Niedawno odbyło się spotkanie Krajowej Rady Bezpieczeństwa Ruchu Drogowego (KRBRD), podczas którego omawiano propozycję nowych przepisów dotyczących zatrzymywania prawa jazdy za przekroczenie dopuszczalnej prędkości poza terenem zabudowanym.
Rada zarekomendowała rozszerzenie obowiązku zatrzymywania prawa jazdy na trzy miesiące za przekroczenie dopuszczalnej prędkości o ponad 50 km/h na drogach jednojezdniowych dwukierunkowych poza obszarem zabudowanym.

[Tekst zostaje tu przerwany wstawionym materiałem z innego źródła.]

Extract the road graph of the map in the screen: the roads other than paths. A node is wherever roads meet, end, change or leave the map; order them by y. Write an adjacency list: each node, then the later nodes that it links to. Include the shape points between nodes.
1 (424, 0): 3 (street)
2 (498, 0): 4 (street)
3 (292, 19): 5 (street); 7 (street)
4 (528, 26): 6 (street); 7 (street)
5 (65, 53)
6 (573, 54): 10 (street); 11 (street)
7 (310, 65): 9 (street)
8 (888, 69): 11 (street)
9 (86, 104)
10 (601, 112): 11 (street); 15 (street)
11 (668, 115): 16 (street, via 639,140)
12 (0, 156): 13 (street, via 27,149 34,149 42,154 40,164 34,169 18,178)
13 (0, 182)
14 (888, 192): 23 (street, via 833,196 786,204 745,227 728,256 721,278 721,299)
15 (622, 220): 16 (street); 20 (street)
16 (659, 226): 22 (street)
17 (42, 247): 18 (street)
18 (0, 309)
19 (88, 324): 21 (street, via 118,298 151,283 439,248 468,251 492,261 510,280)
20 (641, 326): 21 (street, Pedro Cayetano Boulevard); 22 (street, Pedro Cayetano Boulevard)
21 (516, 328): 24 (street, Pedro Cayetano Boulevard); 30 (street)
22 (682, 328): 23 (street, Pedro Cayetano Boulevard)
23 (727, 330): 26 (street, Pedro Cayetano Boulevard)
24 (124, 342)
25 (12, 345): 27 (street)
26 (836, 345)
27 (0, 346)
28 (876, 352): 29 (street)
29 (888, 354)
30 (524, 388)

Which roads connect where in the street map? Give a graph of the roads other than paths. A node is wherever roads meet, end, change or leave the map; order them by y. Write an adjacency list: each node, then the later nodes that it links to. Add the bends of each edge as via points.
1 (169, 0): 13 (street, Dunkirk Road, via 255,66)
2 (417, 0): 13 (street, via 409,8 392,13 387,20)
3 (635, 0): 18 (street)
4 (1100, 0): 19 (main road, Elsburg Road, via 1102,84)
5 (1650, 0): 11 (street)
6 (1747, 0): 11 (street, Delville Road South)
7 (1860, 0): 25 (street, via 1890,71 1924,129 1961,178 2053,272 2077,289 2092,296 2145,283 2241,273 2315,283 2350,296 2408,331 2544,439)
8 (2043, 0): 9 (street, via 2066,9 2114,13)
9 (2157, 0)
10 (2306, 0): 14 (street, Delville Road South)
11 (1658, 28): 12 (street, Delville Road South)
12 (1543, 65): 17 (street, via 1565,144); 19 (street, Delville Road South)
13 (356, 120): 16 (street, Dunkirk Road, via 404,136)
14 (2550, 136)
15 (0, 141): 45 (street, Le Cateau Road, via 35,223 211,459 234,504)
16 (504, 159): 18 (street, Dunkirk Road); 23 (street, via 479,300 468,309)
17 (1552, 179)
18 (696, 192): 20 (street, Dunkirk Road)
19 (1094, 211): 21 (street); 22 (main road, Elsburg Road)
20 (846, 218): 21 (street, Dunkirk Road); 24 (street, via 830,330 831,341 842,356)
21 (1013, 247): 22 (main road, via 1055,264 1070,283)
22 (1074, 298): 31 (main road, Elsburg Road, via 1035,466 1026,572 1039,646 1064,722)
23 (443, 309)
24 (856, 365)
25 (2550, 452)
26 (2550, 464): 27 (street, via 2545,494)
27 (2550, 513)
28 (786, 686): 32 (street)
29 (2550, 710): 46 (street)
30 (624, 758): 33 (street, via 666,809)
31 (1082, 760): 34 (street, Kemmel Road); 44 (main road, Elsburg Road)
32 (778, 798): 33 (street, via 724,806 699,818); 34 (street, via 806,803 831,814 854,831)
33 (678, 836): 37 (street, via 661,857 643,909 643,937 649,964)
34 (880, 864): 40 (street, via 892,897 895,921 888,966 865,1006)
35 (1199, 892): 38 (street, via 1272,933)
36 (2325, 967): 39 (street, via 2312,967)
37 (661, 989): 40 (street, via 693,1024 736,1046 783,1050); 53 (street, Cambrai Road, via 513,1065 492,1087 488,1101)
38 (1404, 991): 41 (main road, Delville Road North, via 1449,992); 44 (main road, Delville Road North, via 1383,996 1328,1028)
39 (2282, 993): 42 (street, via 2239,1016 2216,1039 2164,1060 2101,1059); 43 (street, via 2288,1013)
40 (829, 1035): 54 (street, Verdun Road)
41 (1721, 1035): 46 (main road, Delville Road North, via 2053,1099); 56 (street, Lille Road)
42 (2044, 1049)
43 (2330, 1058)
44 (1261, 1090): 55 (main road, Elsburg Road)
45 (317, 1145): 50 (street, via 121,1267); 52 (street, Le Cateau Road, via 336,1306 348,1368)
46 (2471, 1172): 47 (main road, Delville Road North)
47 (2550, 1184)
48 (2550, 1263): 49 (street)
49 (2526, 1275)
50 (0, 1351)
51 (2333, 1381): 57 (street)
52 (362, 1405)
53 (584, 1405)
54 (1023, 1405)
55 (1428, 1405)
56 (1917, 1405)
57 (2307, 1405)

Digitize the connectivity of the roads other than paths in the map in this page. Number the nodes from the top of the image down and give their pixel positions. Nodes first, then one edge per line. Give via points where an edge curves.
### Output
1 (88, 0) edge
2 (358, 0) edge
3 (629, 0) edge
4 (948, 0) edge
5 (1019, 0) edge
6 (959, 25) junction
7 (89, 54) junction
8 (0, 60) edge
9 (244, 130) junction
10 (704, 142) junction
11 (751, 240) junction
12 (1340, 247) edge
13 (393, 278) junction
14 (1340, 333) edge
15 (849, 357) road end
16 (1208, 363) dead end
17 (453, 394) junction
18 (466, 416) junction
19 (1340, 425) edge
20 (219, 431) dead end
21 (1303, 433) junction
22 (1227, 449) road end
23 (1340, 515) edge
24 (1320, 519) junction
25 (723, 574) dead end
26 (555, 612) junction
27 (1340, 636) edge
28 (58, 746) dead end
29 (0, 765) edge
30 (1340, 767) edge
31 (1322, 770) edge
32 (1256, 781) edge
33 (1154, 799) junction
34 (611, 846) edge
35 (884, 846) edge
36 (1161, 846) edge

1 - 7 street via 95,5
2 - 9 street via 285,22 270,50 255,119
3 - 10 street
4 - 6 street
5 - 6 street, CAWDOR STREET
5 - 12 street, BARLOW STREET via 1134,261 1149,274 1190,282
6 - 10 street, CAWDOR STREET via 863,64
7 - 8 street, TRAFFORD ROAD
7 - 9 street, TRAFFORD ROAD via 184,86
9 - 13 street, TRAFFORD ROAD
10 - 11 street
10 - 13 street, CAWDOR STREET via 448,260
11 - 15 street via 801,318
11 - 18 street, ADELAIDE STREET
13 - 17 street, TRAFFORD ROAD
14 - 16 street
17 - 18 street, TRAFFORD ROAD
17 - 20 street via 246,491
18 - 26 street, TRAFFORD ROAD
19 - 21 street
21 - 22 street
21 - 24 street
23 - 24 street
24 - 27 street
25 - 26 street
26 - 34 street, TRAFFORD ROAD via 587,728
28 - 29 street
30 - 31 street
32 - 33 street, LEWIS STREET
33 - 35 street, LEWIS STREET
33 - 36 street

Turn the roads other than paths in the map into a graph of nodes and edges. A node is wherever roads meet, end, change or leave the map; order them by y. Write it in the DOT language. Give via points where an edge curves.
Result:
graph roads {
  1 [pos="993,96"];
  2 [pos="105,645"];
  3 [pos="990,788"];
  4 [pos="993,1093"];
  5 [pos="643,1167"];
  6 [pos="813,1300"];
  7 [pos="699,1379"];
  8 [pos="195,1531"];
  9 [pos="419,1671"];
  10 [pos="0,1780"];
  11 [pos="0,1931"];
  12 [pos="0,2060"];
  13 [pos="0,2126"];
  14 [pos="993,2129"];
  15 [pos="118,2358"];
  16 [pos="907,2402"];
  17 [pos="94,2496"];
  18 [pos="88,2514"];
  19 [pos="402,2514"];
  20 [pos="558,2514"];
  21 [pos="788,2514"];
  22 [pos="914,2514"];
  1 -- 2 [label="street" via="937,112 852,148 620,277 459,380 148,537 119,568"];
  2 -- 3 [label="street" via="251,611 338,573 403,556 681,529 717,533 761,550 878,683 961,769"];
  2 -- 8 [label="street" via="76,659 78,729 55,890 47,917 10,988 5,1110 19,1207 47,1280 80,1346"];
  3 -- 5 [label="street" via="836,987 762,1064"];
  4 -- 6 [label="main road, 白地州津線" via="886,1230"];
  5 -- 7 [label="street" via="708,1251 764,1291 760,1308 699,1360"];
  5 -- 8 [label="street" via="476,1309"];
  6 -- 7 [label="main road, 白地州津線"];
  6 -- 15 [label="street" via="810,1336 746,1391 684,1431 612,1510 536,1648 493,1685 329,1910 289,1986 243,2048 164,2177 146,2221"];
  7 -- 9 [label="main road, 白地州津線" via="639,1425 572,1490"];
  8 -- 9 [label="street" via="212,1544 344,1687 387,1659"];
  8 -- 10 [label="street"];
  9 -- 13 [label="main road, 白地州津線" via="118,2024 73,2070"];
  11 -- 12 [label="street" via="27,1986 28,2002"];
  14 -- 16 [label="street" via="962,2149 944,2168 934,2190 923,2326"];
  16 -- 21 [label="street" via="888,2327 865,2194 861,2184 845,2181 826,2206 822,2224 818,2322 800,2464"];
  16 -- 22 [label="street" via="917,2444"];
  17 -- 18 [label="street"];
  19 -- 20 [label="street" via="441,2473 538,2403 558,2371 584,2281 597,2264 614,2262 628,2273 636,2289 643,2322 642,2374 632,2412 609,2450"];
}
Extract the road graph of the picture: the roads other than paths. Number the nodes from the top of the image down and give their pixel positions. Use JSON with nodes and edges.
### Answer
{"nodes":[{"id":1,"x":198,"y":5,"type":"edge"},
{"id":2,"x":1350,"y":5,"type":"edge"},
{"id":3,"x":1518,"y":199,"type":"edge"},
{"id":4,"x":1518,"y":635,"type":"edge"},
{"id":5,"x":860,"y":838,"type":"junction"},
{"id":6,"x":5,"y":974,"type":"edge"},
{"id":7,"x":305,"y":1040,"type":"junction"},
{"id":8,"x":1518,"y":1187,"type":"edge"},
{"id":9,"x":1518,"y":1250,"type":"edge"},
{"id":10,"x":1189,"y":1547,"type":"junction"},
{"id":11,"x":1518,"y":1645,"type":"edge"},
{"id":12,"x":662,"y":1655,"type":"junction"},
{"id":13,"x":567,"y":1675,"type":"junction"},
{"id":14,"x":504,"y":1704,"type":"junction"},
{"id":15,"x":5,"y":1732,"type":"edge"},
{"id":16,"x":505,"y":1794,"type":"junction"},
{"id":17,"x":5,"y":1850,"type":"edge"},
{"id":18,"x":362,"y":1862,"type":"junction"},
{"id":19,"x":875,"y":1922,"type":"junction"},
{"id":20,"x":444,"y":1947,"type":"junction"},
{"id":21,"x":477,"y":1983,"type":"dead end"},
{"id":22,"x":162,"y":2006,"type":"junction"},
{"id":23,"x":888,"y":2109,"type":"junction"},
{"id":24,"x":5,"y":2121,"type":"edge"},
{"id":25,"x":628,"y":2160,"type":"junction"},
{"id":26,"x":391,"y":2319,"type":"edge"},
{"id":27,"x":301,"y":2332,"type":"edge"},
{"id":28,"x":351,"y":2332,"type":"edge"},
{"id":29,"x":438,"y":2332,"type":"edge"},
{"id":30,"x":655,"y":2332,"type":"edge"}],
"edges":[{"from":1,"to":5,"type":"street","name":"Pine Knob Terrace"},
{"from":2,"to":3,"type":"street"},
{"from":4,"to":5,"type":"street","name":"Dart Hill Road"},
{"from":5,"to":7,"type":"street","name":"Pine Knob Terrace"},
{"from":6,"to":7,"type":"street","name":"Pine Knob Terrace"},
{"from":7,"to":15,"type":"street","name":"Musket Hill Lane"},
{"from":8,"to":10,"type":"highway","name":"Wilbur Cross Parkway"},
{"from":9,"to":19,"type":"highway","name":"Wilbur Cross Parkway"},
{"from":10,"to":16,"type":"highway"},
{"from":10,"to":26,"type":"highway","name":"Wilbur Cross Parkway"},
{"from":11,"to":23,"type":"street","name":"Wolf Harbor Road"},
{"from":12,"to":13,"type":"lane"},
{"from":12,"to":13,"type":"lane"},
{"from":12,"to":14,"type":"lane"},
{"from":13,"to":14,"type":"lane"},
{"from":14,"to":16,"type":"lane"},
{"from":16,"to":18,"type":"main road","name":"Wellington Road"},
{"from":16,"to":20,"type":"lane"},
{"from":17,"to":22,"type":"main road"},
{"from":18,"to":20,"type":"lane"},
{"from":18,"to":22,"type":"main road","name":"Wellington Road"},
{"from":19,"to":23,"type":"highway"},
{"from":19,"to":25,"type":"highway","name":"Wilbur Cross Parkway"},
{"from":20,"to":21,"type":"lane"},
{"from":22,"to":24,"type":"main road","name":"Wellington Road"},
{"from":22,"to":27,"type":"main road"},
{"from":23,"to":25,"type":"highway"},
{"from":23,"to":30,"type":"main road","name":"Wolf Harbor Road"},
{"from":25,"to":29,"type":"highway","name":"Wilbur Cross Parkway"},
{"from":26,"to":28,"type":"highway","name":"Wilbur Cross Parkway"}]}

Propozycja nie odnosi się do konkretnej prędkości, lecz po prostu do przekroczenia dozwolonej prędkości na danym odcinku drogi.
Tak jest
Obecnie prawo jazdy może zostać zatrzymane przez policję w określonych sytuacjach, takich jak przekroczenie limitu punktów karnych, jazda po alkoholu, spowodowanie wypadku czy przekroczenie dopuszczalnej prędkości.
Najbardziej znanym powodem zatrzymania dokumentu jest przekroczenie dozwolonej prędkości o ponad 50 km/h w terenie zabudowanym. Wówczas kierowca traci prawo jazdy na przynajmniej trzy miesiące.
Przykre konsekwencje
Przekroczenie prędkości w terenie zabudowanym o minimum 51 km/h skutkuje natychmiastowym zatrzymaniem prawa jazdy. Zatrzymanie dokumentu zostaje odnotowane w systemie elektronicznym.
Jeśli kierowca prowadzi pojazd mimo braku uprawnień, naraża się na poważne konsekwencje. Taki delikwent podlega karze aresztu, ograniczenia wolności albo grzywny nie niższej niż 1500 zł (może się zdarzyć, że wyniesie ona nawet 30 tys. zł). W przypadku braku innej osoby zdolnej do prowadzenia auta samochód zostanie odholowany (za co oczywiście trzeba zapłacić). Trzeba liczyć się również z sądowym zakaz prowadzenia pojazdów.
Nowe rekomendacje
KRBRD zarekomendowała zatrzymywanie prawa jazdy na trzy miesiące za przekroczenie prędkości o ponad 50 km/h na drogach jednojezdniowych dwukierunkowych poza obszarem zabudowanym. Rekomendacja ma na celu zmniejszenie liczby wypadków śmiertelnych na takich drogach, bo to na nich dochodzi do bardzo wielu tego typu tragicznych zdarzeń.
Jak przytoczyła Interia Motoryzacja: „zmiana przepisów oznaczałaby, że nowe sankcje dotkną kierowców na drogach gminnych, powiatowych, wojewódzkich i krajowych, ale wciąż za przekroczenie prędkości nie karano by w ten sposób podróżujących po drogach ekspresowych (z wyłączeniem jednojezdniowych) ani autostradach”.
Spotkanie KRBRD, prowadzone przez ministra infrastruktury Dariusza Klimczaka, wskazuje na rozważanie możliwości wprowadzenia zaostrzonych przepisów. Kierowcy już powinni być świadomi przypuszczalnych zmian i odpowiednio dostosować swoje zachowanie na drodze, aby uniknąć poważnych konsekwencji prawnych i finansowych.